Among the entries below, one stretch runs from the line that contains "index tip: (1021, 1026)" through the line that contains "wrist: (1232, 1188)". Repeat that stretch exactly, ends included, and only that.

[Records drawn from a dataset]
'''

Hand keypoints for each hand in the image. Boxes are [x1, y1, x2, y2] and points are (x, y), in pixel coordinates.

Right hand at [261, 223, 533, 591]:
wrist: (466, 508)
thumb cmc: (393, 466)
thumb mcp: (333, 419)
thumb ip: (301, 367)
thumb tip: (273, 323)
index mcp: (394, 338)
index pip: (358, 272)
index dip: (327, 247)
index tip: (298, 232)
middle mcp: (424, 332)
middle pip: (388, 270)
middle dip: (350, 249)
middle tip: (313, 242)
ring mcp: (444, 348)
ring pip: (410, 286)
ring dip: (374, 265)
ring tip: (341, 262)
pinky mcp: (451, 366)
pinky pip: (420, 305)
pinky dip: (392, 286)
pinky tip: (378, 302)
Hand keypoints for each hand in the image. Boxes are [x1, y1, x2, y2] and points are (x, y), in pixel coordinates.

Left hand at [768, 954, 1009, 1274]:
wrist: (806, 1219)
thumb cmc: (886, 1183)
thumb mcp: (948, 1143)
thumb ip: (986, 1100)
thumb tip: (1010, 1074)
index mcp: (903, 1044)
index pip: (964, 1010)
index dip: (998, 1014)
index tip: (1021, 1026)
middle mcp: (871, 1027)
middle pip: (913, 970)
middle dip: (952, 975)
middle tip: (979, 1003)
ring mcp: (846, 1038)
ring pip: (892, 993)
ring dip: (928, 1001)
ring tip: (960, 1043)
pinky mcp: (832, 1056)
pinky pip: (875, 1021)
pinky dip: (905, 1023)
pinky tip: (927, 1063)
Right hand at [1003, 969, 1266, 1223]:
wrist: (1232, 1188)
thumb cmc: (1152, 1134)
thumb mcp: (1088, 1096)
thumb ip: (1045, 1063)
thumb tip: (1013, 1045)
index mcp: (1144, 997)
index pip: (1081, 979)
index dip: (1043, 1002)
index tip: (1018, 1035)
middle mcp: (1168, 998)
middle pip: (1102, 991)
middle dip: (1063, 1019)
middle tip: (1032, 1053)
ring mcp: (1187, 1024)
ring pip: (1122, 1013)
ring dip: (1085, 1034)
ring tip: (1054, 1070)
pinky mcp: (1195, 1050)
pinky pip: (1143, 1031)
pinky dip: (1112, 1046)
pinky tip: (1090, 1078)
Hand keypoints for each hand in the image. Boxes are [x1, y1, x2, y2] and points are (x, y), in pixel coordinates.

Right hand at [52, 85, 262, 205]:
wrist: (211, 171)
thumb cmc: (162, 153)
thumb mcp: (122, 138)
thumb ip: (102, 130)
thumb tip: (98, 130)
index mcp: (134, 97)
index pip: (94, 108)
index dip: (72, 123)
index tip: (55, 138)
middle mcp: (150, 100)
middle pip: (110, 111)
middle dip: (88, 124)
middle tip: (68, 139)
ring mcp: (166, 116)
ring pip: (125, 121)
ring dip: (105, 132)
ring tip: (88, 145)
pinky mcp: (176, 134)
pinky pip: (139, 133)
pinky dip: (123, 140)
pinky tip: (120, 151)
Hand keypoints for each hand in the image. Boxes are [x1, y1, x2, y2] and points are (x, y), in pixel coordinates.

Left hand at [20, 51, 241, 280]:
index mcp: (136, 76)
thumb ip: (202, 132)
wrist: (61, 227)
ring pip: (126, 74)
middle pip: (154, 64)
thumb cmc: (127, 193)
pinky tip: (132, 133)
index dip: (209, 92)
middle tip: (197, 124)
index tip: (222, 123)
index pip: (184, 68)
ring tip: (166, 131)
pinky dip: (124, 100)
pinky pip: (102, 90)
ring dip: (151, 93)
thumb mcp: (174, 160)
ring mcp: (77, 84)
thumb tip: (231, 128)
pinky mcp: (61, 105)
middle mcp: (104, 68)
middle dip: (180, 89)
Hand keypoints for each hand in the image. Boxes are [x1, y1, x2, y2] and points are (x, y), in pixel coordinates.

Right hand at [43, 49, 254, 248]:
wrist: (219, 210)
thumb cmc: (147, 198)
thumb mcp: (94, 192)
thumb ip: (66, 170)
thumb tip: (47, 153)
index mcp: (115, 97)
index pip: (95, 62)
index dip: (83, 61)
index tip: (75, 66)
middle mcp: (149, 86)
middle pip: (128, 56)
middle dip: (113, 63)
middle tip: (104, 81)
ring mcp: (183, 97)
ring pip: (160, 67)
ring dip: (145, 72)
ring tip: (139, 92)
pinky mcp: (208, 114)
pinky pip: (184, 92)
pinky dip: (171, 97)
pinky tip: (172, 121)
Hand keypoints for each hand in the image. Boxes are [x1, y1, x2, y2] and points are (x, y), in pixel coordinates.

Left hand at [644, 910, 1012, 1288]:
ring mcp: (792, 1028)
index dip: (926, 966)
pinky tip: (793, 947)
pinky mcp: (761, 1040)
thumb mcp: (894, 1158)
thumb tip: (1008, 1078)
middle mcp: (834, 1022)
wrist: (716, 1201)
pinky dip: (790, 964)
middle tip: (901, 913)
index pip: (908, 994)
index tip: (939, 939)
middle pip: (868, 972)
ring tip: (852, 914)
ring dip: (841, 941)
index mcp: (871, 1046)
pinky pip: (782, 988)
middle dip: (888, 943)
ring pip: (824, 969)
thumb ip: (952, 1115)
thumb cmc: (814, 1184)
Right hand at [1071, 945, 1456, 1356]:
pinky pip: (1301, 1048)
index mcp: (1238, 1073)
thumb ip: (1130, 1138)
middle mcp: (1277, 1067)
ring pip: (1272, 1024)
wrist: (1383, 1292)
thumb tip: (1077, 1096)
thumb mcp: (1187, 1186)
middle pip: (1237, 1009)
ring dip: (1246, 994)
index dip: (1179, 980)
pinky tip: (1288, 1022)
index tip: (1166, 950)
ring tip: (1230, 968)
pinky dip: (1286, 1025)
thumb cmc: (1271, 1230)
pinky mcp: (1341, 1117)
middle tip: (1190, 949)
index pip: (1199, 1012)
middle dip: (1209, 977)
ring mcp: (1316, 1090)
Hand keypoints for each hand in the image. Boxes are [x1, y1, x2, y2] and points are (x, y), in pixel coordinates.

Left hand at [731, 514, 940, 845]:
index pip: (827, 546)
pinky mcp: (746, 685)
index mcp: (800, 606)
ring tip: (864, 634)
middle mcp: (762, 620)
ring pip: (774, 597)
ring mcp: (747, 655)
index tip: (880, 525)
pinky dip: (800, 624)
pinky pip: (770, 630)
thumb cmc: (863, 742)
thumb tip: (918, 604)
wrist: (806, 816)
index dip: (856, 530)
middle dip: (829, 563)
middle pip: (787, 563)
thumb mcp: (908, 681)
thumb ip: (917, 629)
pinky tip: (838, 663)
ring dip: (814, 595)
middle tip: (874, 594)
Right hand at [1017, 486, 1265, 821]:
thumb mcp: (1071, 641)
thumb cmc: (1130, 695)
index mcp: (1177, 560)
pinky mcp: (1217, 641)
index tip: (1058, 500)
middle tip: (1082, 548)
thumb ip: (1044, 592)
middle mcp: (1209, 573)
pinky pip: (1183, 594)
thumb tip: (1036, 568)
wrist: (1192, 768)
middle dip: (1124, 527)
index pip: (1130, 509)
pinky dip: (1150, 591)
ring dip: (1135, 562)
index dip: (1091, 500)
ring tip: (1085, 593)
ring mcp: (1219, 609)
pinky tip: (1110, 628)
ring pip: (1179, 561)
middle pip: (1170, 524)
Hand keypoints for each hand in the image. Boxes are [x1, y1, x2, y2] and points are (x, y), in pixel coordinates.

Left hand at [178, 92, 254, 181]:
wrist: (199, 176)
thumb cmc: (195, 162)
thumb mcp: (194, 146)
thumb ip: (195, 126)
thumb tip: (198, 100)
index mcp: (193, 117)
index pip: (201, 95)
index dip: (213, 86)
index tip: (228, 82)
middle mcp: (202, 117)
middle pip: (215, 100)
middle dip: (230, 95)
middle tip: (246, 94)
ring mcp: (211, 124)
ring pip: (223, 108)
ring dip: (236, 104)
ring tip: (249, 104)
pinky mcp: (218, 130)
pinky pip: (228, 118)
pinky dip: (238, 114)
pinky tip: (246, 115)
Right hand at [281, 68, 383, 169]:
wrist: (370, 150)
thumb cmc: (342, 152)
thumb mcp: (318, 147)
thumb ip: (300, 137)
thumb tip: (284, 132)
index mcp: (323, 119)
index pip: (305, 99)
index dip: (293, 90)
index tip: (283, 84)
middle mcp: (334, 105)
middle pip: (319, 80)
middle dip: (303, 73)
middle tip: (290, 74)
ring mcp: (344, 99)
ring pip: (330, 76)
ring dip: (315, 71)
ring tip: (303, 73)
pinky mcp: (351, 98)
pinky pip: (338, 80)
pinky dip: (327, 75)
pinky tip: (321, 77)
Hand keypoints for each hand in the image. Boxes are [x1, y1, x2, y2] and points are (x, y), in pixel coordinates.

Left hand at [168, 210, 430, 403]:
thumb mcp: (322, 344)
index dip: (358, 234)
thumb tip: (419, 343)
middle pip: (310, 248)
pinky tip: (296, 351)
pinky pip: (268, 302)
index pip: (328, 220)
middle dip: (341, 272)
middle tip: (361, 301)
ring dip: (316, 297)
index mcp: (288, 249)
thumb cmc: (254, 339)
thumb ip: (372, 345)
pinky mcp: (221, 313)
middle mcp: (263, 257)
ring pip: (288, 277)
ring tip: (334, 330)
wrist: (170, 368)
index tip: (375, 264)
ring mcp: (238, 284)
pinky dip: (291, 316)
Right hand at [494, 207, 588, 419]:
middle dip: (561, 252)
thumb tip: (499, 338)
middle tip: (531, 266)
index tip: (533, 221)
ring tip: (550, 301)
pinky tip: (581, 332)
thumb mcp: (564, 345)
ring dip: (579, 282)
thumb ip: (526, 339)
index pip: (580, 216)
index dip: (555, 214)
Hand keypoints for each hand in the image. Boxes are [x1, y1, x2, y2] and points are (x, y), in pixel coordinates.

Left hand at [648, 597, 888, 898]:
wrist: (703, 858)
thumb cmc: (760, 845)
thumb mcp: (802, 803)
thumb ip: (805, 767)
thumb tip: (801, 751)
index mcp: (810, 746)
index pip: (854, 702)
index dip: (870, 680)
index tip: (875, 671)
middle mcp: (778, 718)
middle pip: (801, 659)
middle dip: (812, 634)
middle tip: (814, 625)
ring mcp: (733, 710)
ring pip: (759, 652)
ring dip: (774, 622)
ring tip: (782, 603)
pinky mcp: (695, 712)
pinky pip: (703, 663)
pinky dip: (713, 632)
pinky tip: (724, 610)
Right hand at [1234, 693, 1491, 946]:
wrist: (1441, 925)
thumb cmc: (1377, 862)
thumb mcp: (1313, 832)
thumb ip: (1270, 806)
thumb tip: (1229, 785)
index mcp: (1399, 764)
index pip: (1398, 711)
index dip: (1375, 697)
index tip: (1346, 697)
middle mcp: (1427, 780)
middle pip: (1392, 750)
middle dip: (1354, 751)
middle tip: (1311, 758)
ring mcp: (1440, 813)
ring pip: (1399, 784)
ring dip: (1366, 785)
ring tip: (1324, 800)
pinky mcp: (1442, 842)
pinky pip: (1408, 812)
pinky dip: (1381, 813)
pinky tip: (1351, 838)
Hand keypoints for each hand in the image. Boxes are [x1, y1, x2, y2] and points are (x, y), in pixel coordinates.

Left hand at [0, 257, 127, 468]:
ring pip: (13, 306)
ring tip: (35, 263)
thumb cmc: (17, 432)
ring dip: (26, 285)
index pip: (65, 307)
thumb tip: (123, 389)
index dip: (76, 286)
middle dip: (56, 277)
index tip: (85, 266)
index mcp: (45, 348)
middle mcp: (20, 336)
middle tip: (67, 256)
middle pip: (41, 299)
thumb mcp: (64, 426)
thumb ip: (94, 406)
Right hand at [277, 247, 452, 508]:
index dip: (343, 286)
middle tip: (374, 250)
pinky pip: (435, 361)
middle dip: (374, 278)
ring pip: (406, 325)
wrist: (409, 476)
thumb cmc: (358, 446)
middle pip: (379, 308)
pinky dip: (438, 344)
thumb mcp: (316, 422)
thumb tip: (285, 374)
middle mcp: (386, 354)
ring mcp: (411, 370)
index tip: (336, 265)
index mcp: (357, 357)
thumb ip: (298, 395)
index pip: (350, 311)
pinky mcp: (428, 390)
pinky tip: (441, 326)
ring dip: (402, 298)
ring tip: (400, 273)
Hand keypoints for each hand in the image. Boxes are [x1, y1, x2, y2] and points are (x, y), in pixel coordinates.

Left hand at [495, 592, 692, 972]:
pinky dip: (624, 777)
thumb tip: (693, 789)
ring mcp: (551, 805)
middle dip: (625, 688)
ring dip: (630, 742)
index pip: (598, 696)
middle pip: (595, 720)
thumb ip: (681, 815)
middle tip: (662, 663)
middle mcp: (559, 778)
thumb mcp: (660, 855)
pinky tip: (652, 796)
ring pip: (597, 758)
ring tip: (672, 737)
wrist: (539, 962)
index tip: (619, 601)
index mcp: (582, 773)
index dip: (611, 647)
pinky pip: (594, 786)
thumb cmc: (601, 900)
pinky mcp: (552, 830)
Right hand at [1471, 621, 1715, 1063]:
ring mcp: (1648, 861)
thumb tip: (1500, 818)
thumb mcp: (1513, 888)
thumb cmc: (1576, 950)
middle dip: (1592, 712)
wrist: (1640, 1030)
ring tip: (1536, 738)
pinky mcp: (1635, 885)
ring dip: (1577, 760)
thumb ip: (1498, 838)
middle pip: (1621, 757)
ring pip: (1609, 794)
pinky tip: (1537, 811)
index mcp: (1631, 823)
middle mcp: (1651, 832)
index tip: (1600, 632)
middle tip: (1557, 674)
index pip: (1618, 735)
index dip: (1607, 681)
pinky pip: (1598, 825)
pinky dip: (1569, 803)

'''

● REPLY:
index tip: (1021, 1026)
middle mcp: (871, 1027)
middle pip: (913, 970)
middle dip: (952, 975)
middle tip: (979, 1003)
ring mcp: (846, 1038)
ring pip: (892, 993)
ring dip: (928, 1001)
ring tip: (960, 1043)
pinky mcp: (832, 1056)
pinky pip: (875, 1021)
pinky dip: (905, 1023)
pinky tip: (927, 1063)
Right hand at [1003, 969, 1266, 1223]:
wrist: (1232, 1188)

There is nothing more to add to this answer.